Não me questionem! Não me perguntem porquê. Eu não sei. Talvez...
D. Dinis foi um dos reis mais cultos e inteligentes da história de Portugal. E houve vários com essas mesmas qualidades. Reis e rainhas que se destacaram e deixaram marca pela sua relevância intelectual e erudição.
Mas não é de D. Dinis que venho falar. Nem venho falar do Castelo de Tomar, nem de D. Afonso Henriques e Gualdim Pais, seus fundadores e construtores. Nem venho falar da Ordem do Templo ou dos templários, ou Ordem dos Pobres Cavaleiros de Cristo e do Templo de Salomão de seu nome completo (que tinham por insígnia uma imagem de dois cavaleiros montando um mesmo cavalo).

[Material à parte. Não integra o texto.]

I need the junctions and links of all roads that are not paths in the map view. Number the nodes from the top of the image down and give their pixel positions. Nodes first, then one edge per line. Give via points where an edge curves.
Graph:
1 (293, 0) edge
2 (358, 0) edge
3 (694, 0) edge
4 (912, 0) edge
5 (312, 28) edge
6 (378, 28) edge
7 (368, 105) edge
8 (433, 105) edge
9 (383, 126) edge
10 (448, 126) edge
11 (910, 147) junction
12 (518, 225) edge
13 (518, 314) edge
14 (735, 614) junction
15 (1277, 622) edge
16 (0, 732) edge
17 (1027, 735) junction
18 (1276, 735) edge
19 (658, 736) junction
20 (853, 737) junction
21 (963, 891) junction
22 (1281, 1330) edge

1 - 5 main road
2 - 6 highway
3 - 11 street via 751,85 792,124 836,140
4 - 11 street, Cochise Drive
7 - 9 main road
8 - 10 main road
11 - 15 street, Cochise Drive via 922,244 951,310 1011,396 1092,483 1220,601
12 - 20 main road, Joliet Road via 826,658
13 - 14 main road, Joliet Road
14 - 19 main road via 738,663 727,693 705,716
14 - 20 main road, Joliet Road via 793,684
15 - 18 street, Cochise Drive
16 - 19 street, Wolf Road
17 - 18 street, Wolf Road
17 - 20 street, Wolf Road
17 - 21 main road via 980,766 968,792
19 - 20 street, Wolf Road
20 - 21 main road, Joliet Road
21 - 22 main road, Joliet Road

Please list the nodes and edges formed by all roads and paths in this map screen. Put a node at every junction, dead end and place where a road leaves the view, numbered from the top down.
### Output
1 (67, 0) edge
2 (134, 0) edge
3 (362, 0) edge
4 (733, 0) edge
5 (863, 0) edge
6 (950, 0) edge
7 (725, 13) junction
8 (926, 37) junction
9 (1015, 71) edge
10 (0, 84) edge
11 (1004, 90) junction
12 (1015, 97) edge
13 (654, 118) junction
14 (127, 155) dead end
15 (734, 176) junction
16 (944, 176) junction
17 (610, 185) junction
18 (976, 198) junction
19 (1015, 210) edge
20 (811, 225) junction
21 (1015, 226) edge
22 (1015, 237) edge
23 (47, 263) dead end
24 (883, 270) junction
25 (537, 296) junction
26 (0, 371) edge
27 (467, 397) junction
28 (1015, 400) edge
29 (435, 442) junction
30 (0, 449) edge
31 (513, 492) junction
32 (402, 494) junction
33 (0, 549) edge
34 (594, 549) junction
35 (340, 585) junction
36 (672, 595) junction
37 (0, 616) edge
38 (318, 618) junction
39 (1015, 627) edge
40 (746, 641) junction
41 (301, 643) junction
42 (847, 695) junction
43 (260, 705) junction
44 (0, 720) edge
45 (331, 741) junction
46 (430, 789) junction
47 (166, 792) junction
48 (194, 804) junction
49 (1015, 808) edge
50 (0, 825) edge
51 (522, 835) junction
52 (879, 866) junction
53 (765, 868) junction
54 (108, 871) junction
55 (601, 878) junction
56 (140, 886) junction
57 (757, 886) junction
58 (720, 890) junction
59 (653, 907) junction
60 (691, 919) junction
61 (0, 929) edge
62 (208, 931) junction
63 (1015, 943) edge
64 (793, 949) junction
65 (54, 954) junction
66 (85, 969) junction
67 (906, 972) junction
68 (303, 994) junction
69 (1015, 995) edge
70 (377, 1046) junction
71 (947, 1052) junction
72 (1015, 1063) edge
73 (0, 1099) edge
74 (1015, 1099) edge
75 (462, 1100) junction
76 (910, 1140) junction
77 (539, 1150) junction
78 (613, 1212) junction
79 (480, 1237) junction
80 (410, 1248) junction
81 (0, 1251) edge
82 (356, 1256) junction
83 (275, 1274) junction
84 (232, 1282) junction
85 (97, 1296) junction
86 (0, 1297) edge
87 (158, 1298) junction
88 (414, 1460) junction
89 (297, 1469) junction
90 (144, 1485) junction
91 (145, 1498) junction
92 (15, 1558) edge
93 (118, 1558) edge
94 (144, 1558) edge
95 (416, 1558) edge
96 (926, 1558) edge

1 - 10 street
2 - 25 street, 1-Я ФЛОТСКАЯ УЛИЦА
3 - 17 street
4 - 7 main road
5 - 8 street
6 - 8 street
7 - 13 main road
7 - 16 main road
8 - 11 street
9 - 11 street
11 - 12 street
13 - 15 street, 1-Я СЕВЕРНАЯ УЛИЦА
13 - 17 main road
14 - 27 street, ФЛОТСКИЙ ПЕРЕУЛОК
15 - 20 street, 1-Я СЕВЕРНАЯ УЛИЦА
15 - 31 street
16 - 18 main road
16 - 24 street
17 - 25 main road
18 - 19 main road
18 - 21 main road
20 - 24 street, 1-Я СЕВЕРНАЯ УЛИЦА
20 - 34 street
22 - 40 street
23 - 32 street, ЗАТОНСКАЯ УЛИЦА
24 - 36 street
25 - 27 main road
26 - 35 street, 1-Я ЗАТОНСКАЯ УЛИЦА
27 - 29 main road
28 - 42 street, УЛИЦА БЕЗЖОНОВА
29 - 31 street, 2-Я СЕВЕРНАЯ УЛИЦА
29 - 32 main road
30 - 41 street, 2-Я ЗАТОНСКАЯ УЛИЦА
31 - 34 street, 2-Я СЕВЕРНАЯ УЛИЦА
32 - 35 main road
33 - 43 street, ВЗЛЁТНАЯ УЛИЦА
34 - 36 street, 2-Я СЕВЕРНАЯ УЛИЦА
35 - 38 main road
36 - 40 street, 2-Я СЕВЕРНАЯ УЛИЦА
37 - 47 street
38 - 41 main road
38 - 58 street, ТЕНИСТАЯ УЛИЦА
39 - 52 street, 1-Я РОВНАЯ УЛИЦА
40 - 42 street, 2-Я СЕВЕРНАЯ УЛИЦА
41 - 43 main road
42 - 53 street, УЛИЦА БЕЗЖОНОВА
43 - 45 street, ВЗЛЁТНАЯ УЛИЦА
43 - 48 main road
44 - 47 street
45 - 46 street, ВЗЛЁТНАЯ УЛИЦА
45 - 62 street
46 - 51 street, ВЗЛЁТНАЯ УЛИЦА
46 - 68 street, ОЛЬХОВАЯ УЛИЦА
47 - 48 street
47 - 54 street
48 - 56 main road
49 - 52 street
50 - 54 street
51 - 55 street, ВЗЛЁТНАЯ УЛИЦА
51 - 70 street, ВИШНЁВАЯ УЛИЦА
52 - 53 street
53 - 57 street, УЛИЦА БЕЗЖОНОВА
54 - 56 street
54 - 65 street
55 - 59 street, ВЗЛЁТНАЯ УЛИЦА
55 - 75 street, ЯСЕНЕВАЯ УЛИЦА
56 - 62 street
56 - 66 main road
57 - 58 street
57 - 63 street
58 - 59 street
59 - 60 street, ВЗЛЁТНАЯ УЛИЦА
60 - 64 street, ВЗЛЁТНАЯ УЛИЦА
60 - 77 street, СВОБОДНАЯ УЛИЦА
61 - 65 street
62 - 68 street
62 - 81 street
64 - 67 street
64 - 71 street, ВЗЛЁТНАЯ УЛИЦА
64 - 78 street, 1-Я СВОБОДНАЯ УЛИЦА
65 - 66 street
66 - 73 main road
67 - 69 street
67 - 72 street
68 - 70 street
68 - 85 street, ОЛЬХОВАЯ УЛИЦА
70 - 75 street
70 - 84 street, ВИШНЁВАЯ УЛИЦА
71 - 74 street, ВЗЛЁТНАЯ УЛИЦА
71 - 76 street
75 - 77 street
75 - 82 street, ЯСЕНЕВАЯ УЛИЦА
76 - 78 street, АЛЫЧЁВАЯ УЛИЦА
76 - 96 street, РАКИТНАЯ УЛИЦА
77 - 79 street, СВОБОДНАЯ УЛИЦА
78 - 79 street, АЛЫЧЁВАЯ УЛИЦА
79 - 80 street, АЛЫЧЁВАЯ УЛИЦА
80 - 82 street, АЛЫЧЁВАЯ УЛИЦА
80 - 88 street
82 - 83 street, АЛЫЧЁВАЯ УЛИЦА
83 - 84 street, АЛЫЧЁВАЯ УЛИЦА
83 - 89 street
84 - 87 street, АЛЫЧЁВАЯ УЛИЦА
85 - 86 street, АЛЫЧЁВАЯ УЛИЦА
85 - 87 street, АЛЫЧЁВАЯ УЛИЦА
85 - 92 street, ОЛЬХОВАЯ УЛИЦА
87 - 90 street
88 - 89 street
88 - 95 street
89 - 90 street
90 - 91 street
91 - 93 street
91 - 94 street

O excelente texto da São, de título “Sexta-feira, 13”, moveu-me. A pertinência da chamada de atenção sobre um dos episódios mais dramáticos da História europeia, que de sobremaneira influenciou os destinos da civilização que então se edificava e da qual hoje todos partilhamos. O apelo a uma memória que ainda hoje perdura. A dor causada pela saudade dum ideal traído na maior infâmia.
Eu tinha de divulgá-lo.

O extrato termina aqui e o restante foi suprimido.